2012/9/25 Ivan Lazar Miljenovic
On 25 September 2012 16:51, Magicloud Magiclouds wrote: Hi, For example, I have an array [0..]. Now I want to take a sub list that starts from index 0, and only contain 4 odds, and is minimum result. The answer should be [0, 1, 2, 3, 4, 5, 6, 7].
What do you actually *mean*? When you say you "have an array", but actually display a *list*, do you really mean you have something fitting into Data.Array, or do you really mean you have a list? When you say "sub list" do you mean a *slice* (a contiguous chunk) or a *subsequence* (elements preserve their order but there may be gaps). Or looking at your example, do you mean a *prefix* (n `take` xs for some n)? When you say "odds" I presume you mean odd integer, although the even/odd concept applies to Gaussian integers too (m+ni is even if it is divisible by 1+i, which turns out to be equivalent to m+ni being even (odd) iff m and n have the same (different) parity). When you say "is minimum result", what does that mean? Does it mean the sum of the elements is minimal? (If you consider the list [1,3,5,7,-2,-4,-6,-8,-10,...] it is clear that a minimum result in that sense could be infinitely long.) Let's take just one interpretation: - the "array" is a list - whose elements are Integers - the result must be a prefix of the input - which contains four odd Integers - and is otherwise as short as possible.

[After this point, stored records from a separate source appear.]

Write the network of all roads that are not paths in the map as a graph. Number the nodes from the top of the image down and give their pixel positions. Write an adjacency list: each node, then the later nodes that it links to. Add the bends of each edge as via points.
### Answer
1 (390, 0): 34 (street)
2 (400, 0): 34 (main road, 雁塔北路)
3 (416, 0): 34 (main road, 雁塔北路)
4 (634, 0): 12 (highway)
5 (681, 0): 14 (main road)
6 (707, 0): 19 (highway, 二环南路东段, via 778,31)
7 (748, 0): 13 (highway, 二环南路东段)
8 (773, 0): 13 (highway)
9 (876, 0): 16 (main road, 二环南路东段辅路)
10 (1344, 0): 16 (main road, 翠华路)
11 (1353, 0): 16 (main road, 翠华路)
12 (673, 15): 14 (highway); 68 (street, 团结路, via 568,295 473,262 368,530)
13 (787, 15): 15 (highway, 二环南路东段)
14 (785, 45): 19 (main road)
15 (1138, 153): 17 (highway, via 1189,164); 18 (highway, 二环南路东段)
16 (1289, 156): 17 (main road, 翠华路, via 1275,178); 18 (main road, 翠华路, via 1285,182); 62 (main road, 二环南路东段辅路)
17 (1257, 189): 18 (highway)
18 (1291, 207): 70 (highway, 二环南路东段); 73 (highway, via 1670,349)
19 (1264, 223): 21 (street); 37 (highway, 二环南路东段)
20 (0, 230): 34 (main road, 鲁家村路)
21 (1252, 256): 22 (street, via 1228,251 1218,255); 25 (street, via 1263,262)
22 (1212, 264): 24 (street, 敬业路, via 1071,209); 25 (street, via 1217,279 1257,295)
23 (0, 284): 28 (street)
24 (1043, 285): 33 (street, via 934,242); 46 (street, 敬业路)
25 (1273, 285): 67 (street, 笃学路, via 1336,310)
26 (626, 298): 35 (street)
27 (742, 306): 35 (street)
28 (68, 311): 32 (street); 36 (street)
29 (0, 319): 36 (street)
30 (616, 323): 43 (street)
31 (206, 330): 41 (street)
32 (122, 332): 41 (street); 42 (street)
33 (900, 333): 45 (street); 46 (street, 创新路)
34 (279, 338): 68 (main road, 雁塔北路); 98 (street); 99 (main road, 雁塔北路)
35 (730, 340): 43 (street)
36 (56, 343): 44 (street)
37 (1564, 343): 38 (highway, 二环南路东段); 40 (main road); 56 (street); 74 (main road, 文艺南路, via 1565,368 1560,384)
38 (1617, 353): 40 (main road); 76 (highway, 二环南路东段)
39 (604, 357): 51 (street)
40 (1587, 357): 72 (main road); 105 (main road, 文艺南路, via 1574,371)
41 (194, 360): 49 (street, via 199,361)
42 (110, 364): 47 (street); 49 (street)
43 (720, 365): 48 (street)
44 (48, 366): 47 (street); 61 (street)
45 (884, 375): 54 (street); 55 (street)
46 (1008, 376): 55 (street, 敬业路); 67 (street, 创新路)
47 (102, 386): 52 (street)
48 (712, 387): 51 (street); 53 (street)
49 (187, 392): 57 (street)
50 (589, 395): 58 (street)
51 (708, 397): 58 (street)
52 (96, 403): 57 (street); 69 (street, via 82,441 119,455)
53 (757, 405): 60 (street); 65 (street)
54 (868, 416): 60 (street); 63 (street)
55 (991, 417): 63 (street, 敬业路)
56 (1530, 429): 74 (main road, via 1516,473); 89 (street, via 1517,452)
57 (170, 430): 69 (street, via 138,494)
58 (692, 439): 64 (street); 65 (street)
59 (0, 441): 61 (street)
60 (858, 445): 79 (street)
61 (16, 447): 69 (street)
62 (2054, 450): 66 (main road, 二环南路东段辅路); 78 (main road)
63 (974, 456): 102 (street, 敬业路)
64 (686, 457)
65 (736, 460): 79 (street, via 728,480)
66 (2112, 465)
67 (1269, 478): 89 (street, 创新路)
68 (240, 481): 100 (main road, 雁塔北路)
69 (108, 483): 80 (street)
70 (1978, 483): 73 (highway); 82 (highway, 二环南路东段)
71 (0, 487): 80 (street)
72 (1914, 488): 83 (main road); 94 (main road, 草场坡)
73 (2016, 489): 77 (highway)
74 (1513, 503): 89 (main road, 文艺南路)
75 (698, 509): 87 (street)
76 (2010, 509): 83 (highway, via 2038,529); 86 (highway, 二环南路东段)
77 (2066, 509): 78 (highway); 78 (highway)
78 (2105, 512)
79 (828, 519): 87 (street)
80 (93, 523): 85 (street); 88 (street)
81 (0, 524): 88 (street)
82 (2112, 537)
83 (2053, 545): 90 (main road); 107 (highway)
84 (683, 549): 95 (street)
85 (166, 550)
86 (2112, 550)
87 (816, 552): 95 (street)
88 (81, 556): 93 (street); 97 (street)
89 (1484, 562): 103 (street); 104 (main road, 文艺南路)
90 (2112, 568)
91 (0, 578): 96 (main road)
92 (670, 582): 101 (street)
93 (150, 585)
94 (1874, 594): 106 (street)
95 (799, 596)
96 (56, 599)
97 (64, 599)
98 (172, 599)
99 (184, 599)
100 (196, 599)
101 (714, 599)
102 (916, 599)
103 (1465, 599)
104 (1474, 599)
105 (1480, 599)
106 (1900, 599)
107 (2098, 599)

We'll generalise `take`: it will have an integer n, a predicate p, and a list xs. ptake :: Int -> (a -> Bool) -> [a] -> [a] ptake n p (x:xs) | n > 0 = x : ptake (if p x then n-1 else n) p xs ptake _ _ _ = [] answer :: [Integer] -> [Integer] answer xs = ptake 4 odd xs Now this is pretty trivial (it's _exactly_ `take` except for only counting elements where p is true), so that interpretation of the problem cannot be the right one.